Work task: Search the material below for the string "Santiago" and extract each line that has it.

(Task data begins)

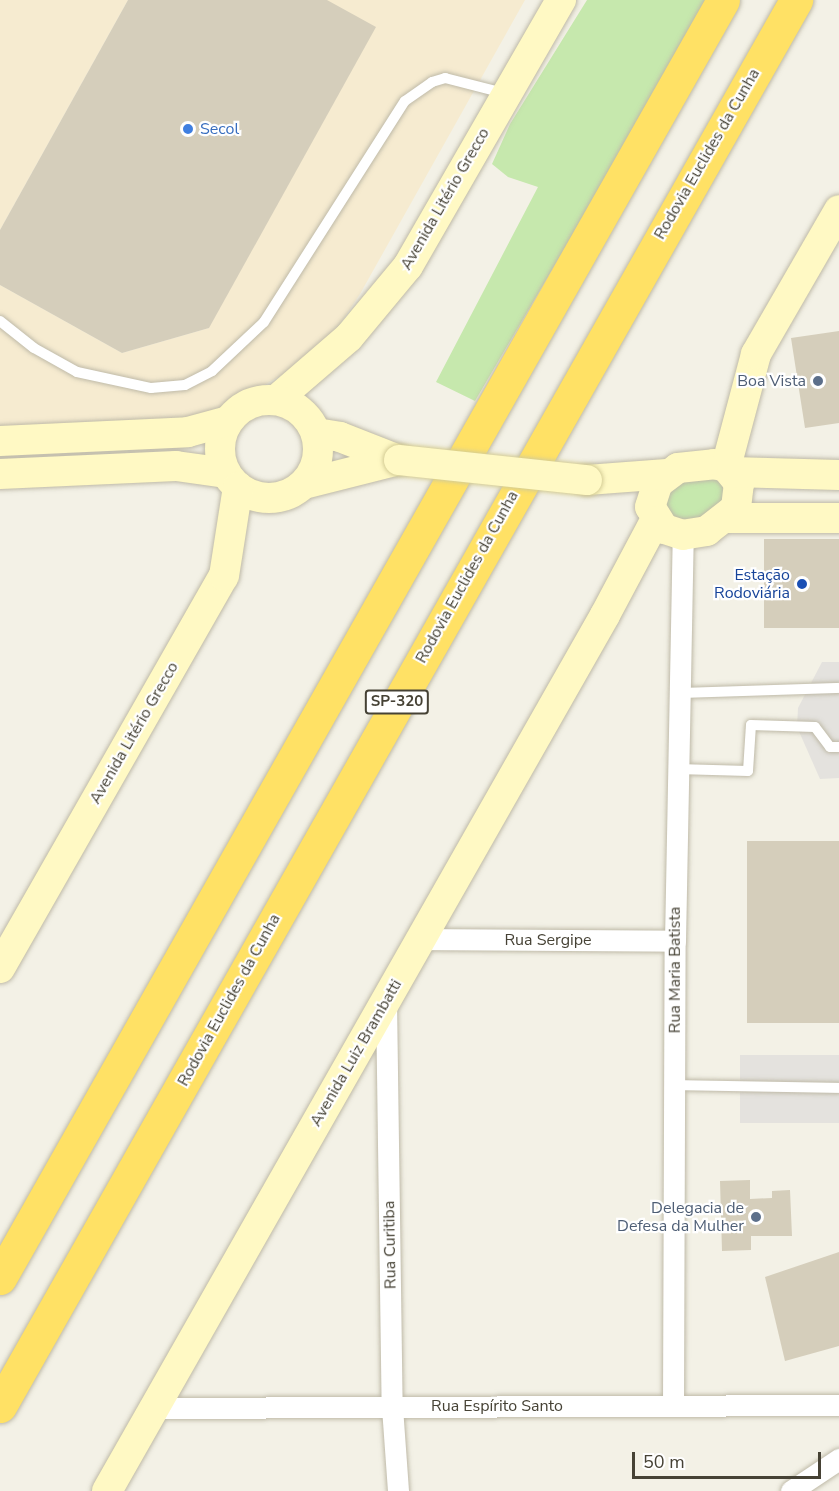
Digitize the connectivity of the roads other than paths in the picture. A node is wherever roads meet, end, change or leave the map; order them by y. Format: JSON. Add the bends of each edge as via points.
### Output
{"nodes":[{"id":1,"x":561,"y":0,"type":"edge"},
{"id":2,"x":723,"y":0,"type":"edge"},
{"id":3,"x":796,"y":0,"type":"edge"},
{"id":4,"x":507,"y":94,"type":"junction"},
{"id":5,"x":839,"y":210,"type":"edge"},
{"id":6,"x":0,"y":321,"type":"edge"},
{"id":7,"x":276,"y":400,"type":"junction"},
{"id":8,"x":228,"y":421,"type":"junction"},
{"id":9,"x":315,"y":433,"type":"junction"},
{"id":10,"x":0,"y":441,"type":"edge"},
{"id":11,"x":399,"y":460,"type":"junction"},
{"id":12,"x":729,"y":470,"type":"junction"},
{"id":13,"x":0,"y":474,"type":"edge"},
{"id":14,"x":667,"y":474,"type":"junction"},
{"id":15,"x":839,"y":476,"type":"edge"},
{"id":16,"x":232,"y":480,"type":"junction"},
{"id":17,"x":586,"y":480,"type":"junction"},
{"id":18,"x":304,"y":484,"type":"junction"},
{"id":19,"x":728,"y":518,"type":"junction"},
{"id":20,"x":839,"y":518,"type":"edge"},
{"id":21,"x":666,"y":524,"type":"junction"},
{"id":22,"x":839,"y":688,"type":"edge"},
{"id":23,"x":678,"y":693,"type":"junction"},
{"id":24,"x":839,"y":747,"type":"edge"},
{"id":25,"x":677,"y":769,"type":"junction"},
{"id":26,"x":420,"y":939,"type":"junction"},
{"id":27,"x":675,"y":941,"type":"junction"},
{"id":28,"x":2,"y":962,"type":"edge"},
{"id":29,"x":386,"y":1000,"type":"junction"},
{"id":30,"x":675,"y":1084,"type":"junction"},
{"id":31,"x":839,"y":1088,"type":"edge"},
{"id":32,"x":0,"y":1278,"type":"edge"},
{"id":33,"x":0,"y":1406,"type":"edge"},
{"id":34,"x":673,"y":1406,"type":"junction"},
{"id":35,"x":839,"y":1406,"type":"edge"},
{"id":36,"x":392,"y":1407,"type":"junction"},
{"id":37,"x":154,"y":1408,"type":"junction"},
{"id":38,"x":839,"y":1459,"type":"edge"},
{"id":39,"x":107,"y":1491,"type":"edge"},
{"id":40,"x":398,"y":1491,"type":"edge"},
{"id":41,"x":791,"y":1491,"type":"edge"}],
"edges":[{"from":1,"to":4,"type":"main road","name":"Avenida Litério Grecco"},
{"from":2,"to":32,"type":"highway"},
{"from":3,"to":33,"type":"highway","name":"Rodovia Euclides da Cunha","number":"SP-320"},
{"from":4,"to":6,"type":"lane","via":[[445,78],[432,82],[405,101],[264,322],[212,371],[186,385],[151,388],[77,372],[34,348]]},
{"from":4,"to":7,"type":"main road","name":"Avenida Litério Grecco","via":[[408,266],[350,337]]},
{"from":5,"to":12,"type":"main road","via":[[756,354]]},
{"from":7,"to":8,"type":"main road","via":[[258,401],[241,408]]},
{"from":7,"to":9,"type":"main road","via":[[293,406],[306,417]]},
{"from":8,"to":10,"type":"main road","via":[[188,432]]},
{"from":8,"to":16,"type":"main road","via":[[221,447]]},
{"from":9,"to":11,"type":"main road","via":[[340,437]]},
{"from":9,"to":18,"type":"main road","via":[[316,460]]},
{"from":11,"to":17,"type":"main road","bridge":true},
{"from":11,"to":18,"type":"main road"},
{"from":12,"to":14,"type":"main road","via":[[689,465]]},
{"from":12,"to":15,"type":"main road"},
{"from":12,"to":19,"type":"main road","via":[[740,496]]},
{"from":13,"to":16,"type":"main road","via":[[176,466]]},
{"from":14,"to":17,"type":"main road"},
{"from":14,"to":21,"type":"main road","via":[[658,483]]},
{"from":16,"to":18,"type":"main road","via":[[253,496],[272,498],[289,494]]},
{"from":16,"to":28,"type":"main road","name":"Avenida Litério Grecco","via":[[224,576]]},
{"from":17,"to":21,"type":"main road"},
{"from":19,"to":20,"type":"main road"},
{"from":19,"to":21,"type":"main road","via":[[707,531]]},
{"from":21,"to":23,"type":"street","name":"Rua Maria Batista"},
{"from":21,"to":26,"type":"main road","name":"Avenida Luiz Brambatti","via":[[605,615]]},
{"from":22,"to":23,"type":"lane"},
{"from":23,"to":25,"type":"street","name":"Rua Maria Batista"},
{"from":24,"to":25,"type":"lane","via":[[830,747],[815,727],[751,725],[748,771]]},
{"from":25,"to":27,"type":"street","name":"Rua Maria Batista"},
{"from":26,"to":27,"type":"street","name":"Rua Sergipe"},
{"from":26,"to":29,"type":"main road","name":"Avenida Luiz Brambatti"},
{"from":27,"to":30,"type":"street","name":"Rua Maria Batista"},
{"from":29,"to":36,"type":"street","name":"Rua Curitiba"},
{"from":29,"to":37,"type":"main road","name":"Avenida Luiz Brambatti"},
{"from":30,"to":31,"type":"lane"},
{"from":30,"to":34,"type":"street","name":"Rua Maria Batista"},
{"from":34,"to":35,"type":"street","name":"Rua Espírito Santo"},
{"from":34,"to":36,"type":"street","name":"Rua Espírito Santo"},
{"from":36,"to":37,"type":"street","name":"Rua Espírito Santo"},
{"from":36,"to":40,"type":"street","name":"Rua Curitiba"},
{"from":37,"to":39,"type":"main road","name":"Avenida Luiz Brambatti"},
{"from":38,"to":41,"type":"street"}]}
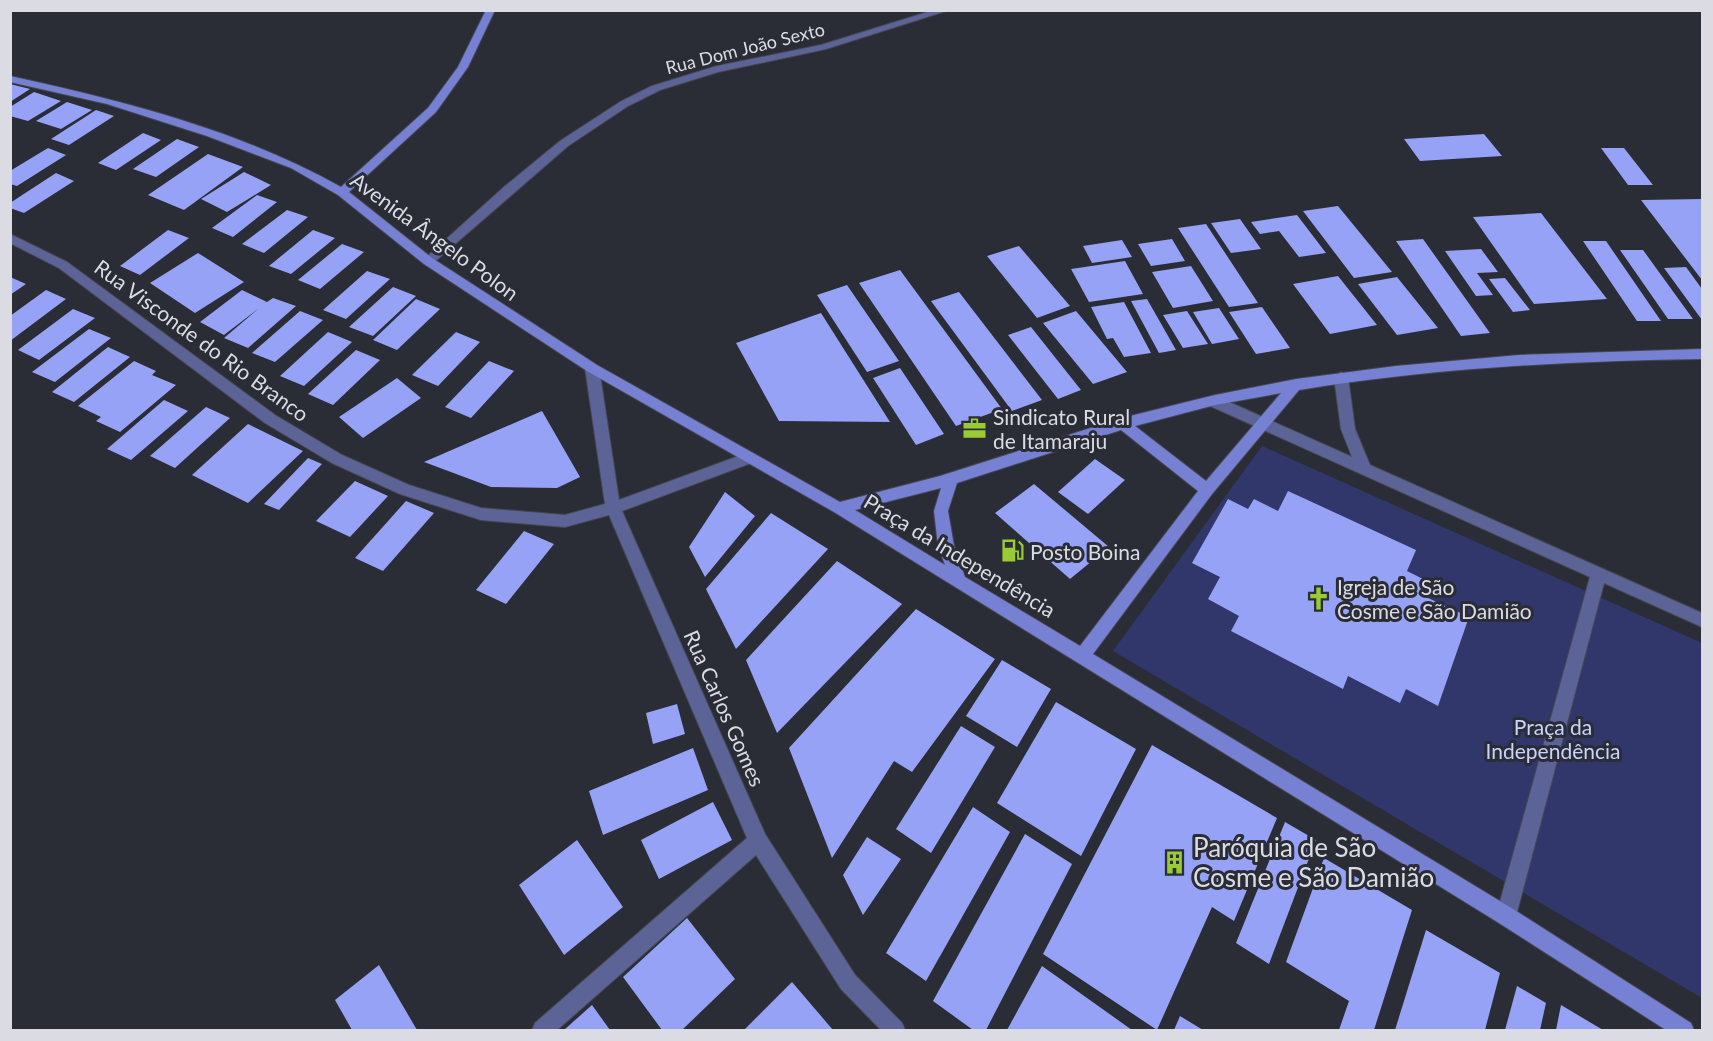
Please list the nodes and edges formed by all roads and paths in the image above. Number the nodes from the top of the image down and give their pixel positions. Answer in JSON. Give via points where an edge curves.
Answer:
{"nodes":[{"id":1,"x":491,"y":10,"type":"edge"},
{"id":2,"x":945,"y":10,"type":"edge"},
{"id":3,"x":10,"y":79,"type":"edge"},
{"id":4,"x":342,"y":192,"type":"junction"},
{"id":5,"x":10,"y":238,"type":"edge"},
{"id":6,"x":428,"y":261,"type":"junction"},
{"id":7,"x":1702,"y":354,"type":"edge"},
{"id":8,"x":592,"y":368,"type":"junction"},
{"id":9,"x":1341,"y":377,"type":"junction"},
{"id":10,"x":1296,"y":384,"type":"junction"},
{"id":11,"x":1212,"y":401,"type":"junction"},
{"id":12,"x":1122,"y":423,"type":"junction"},
{"id":13,"x":1262,"y":424,"type":"junction"},
{"id":14,"x":749,"y":458,"type":"junction"},
{"id":15,"x":1365,"y":471,"type":"junction"},
{"id":16,"x":951,"y":478,"type":"junction"},
{"id":17,"x":1207,"y":490,"type":"junction"},
{"id":18,"x":613,"y":508,"type":"junction"},
{"id":19,"x":839,"y":508,"type":"junction"},
{"id":20,"x":1599,"y":574,"type":"junction"},
{"id":21,"x":959,"y":581,"type":"junction"},
{"id":22,"x":1702,"y":620,"type":"edge"},
{"id":23,"x":1082,"y":656,"type":"junction"},
{"id":24,"x":758,"y":841,"type":"junction"},
{"id":25,"x":1506,"y":916,"type":"junction"},
{"id":26,"x":542,"y":1030,"type":"edge"},
{"id":27,"x":895,"y":1030,"type":"edge"},
{"id":28,"x":1684,"y":1030,"type":"edge"}],
"edges":[{"from":1,"to":4,"type":"street","via":[[463,67],[432,110]]},
{"from":2,"to":6,"type":"street","name":"Rua Dom João Sexto","via":[[822,47],[723,68],[657,88],[587,128]]},
{"from":3,"to":4,"type":"street","name":"Avenida Ângelo Polon","via":[[110,101],[211,134],[295,166]]},
{"from":4,"to":6,"type":"street","name":"Avenida Ângelo Polon"},
{"from":5,"to":18,"type":"street","name":"Rua Visconde do Rio Branco","via":[[63,265],[270,420],[337,459],[405,490],[481,514],[565,521]]},
{"from":6,"to":8,"type":"street","name":"Avenida Ângelo Polon"},
{"from":7,"to":9,"type":"street","name":"Praça da Independência","via":[[1622,355]]},
{"from":8,"to":14,"type":"street","name":"Avenida Ângelo Polon"},
{"from":8,"to":18,"type":"street","name":"Rua Carlos Gomes"},
{"from":9,"to":10,"type":"street","name":"Praça da Independência"},
{"from":9,"to":15,"type":"street","via":[[1348,429]]},
{"from":10,"to":11,"type":"street","name":"Praça da Independência"},
{"from":10,"to":13,"type":"street"},
{"from":11,"to":12,"type":"street","name":"Praça da Independência"},
{"from":11,"to":13,"type":"street"},
{"from":12,"to":16,"type":"street","name":"Praça da Independência"},
{"from":12,"to":17,"type":"street"},
{"from":13,"to":15,"type":"street"},
{"from":13,"to":17,"type":"street"},
{"from":14,"to":18,"type":"street","name":"Rua Visconde do Rio Branco"},
{"from":14,"to":19,"type":"street","name":"Avenida Ângelo Polon"},
{"from":15,"to":20,"type":"street"},
{"from":16,"to":19,"type":"street","name":"Praça da Independência"},
{"from":16,"to":21,"type":"street","via":[[940,511],[946,546]]},
{"from":17,"to":23,"type":"street"},
{"from":18,"to":24,"type":"street","name":"Rua Carlos Gomes"},
{"from":19,"to":21,"type":"street","name":"Praça da Independência"},
{"from":20,"to":22,"type":"street"},
{"from":20,"to":25,"type":"street"},
{"from":21,"to":23,"type":"street","name":"Praça da Independência"},
{"from":23,"to":25,"type":"street","name":"Praça da Independência"},
{"from":24,"to":26,"type":"street"},
{"from":24,"to":27,"type":"street","name":"Rua Carlos Gomes","via":[[848,982]]},
{"from":25,"to":28,"type":"street","name":"Praça da Independência"}]}
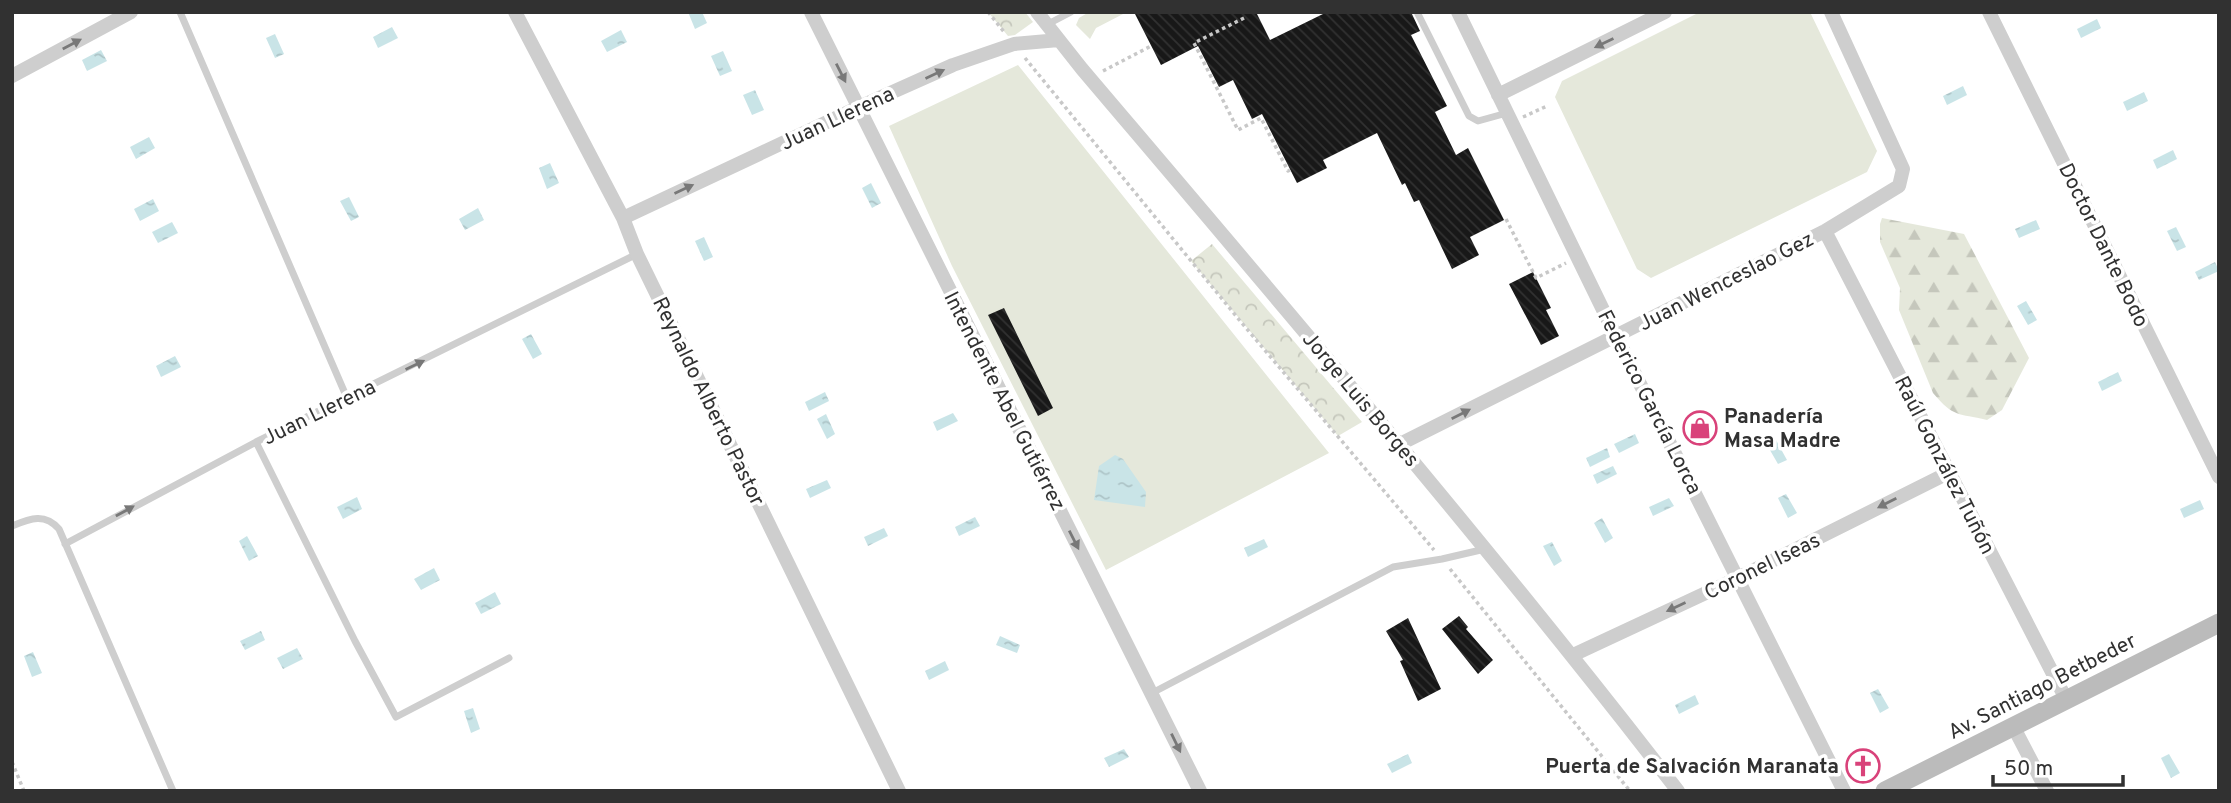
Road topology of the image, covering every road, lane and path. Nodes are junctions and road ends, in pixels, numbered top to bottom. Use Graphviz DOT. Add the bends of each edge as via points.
graph roads {
  1 [pos="131,12"];
  2 [pos="180,12"];
  3 [pos="515,12"];
  4 [pos="811,12"];
  5 [pos="988,12"];
  6 [pos="1037,12"];
  7 [pos="1072,12"];
  8 [pos="1417,12"];
  9 [pos="1458,12"];
  10 [pos="1665,12"];
  11 [pos="1830,12"];
  12 [pos="1989,12"];
  13 [pos="1244,18"];
  14 [pos="1047,24"];
  15 [pos="1059,40"];
  16 [pos="1014,44"];
  17 [pos="1151,46"];
  18 [pos="1103,71"];
  19 [pos="12,76"];
  20 [pos="1498,95"];
  21 [pos="1546,106"];
  22 [pos="859,107"];
  23 [pos="1509,118"];
  24 [pos="1290,170"];
  25 [pos="623,218"];
  26 [pos="1506,219"];
  27 [pos="1825,231"];
  28 [pos="637,254"];
  29 [pos="1577,257"];
  30 [pos="1616,336"];
  31 [pos="347,398"];
  32 [pos="256,442"];
  33 [pos="1400,444"];
  34 [pos="1948,473"];
  35 [pos="2219,477"];
  36 [pos="12,526"];
  37 [pos="65,544"];
  38 [pos="1485,548"];
  39 [pos="1442,559"];
  40 [pos="1738,578"];
  41 [pos="2219,623"];
  42 [pos="1573,655"];
  43 [pos="509,658"];
  44 [pos="1151,693"];
  45 [pos="2066,699"];
  46 [pos="2013,726"];
  47 [pos="12,762"];
  48 [pos="24,791"];
  49 [pos="173,791"];
  50 [pos="899,791"];
  51 [pos="1199,791"];
  52 [pos="1630,791"];
  53 [pos="1678,791"];
  54 [pos="1844,791"];
  55 [pos="1885,791"];
  56 [pos="2046,791"];
  19 -- 1 [label="street, one-way"];
  2 -- 31 [label="lane"];
  3 -- 25 [label="street, Reynaldo Alberto Pastor"];
  4 -- 22 [label="street, Intendente Abel Gutiérrez, one-way"];
  5 -- 16 [label="path"];
  6 -- 14 [label="street, Jorge Luis Borges"];
  7 -- 14 [label="lane"];
  8 -- 23 [label="lane" via="1469,116 1478,121"];
  9 -- 20 [label="street, Federico García Lorca"];
  10 -- 20 [label="street, one-way"];
  11 -- 27 [label="street, Juan Wenceslao Gez" via="1903,169 1899,186"];
  12 -- 35 [label="street, Doctor Dante Bodo"];
  13 -- 24 [label="path" via="1194,43 1238,130 1261,118"];
  14 -- 15 [label="street, Jorge Luis Borges"];
  15 -- 16 [label="street, Juan Llerena"];
  15 -- 33 [label="street, Jorge Luis Borges"];
  22 -- 16 [label="street, Juan Llerena, one-way" via="953,65"];
  16 -- 39 [label="path"];
  17 -- 18 [label="path"];
  20 -- 23 [label="street, Federico García Lorca"];
  21 -- 23 [label="path"];
  25 -- 22 [label="street, Juan Llerena, one-way"];
  22 -- 44 [label="street, Intendente Abel Gutiérrez, one-way"];
  23 -- 29 [label="street, Federico García Lorca"];
  25 -- 28 [label="street, Reynaldo Alberto Pastor"];
  26 -- 29 [label="path" via="1536,278"];
  27 -- 30 [label="street, Juan Wenceslao Gez"];
  27 -- 34 [label="street, Raúl González Tuñón"];
  31 -- 28 [label="lane, Juan Llerena, one-way"];
  28 -- 50 [label="street, Reynaldo Alberto Pastor"];
  29 -- 30 [label="street, Federico García Lorca"];
  33 -- 30 [label="street, Juan Wenceslao Gez, one-way"];
  30 -- 40 [label="street, Federico García Lorca"];
  31 -- 32 [label="lane, Juan Llerena"];
  37 -- 32 [label="lane, Juan Llerena, one-way"];
  32 -- 43 [label="lane" via="396,717"];
  33 -- 38 [label="street, Jorge Luis Borges"];
  34 -- 40 [label="street, Coronel Iseas, one-way"];
  34 -- 45 [label="street, Raúl González Tuñón"];
  36 -- 37 [label="lane" via="39,518 52,521"];
  37 -- 49 [label="lane"];
  38 -- 39 [label="lane"];
  38 -- 42 [label="street, Jorge Luis Borges"];
  39 -- 44 [label="lane" via="1393,566"];
  39 -- 52 [label="path"];
  40 -- 42 [label="street, Coronel Iseas, one-way"];
  40 -- 54 [label="street, Federico García Lorca"];
  41 -- 45 [label="main road, Av. Santiago Betbeder"];
  42 -- 53 [label="street, Jorge Luis Borges"];
  44 -- 51 [label="street, Intendente Abel Gutiérrez, one-way"];
  45 -- 46 [label="main road, Av. Santiago Betbeder"];
  46 -- 55 [label="main road, Av. Santiago Betbeder"];
  46 -- 56 [label="street"];
  47 -- 48 [label="path"];
}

(Task data ends)

Exercise output:
  41 -- 45 [label="main road, Av. Santiago Betbeder"];
  45 -- 46 [label="main road, Av. Santiago Betbeder"];
  46 -- 55 [label="main road, Av. Santiago Betbeder"];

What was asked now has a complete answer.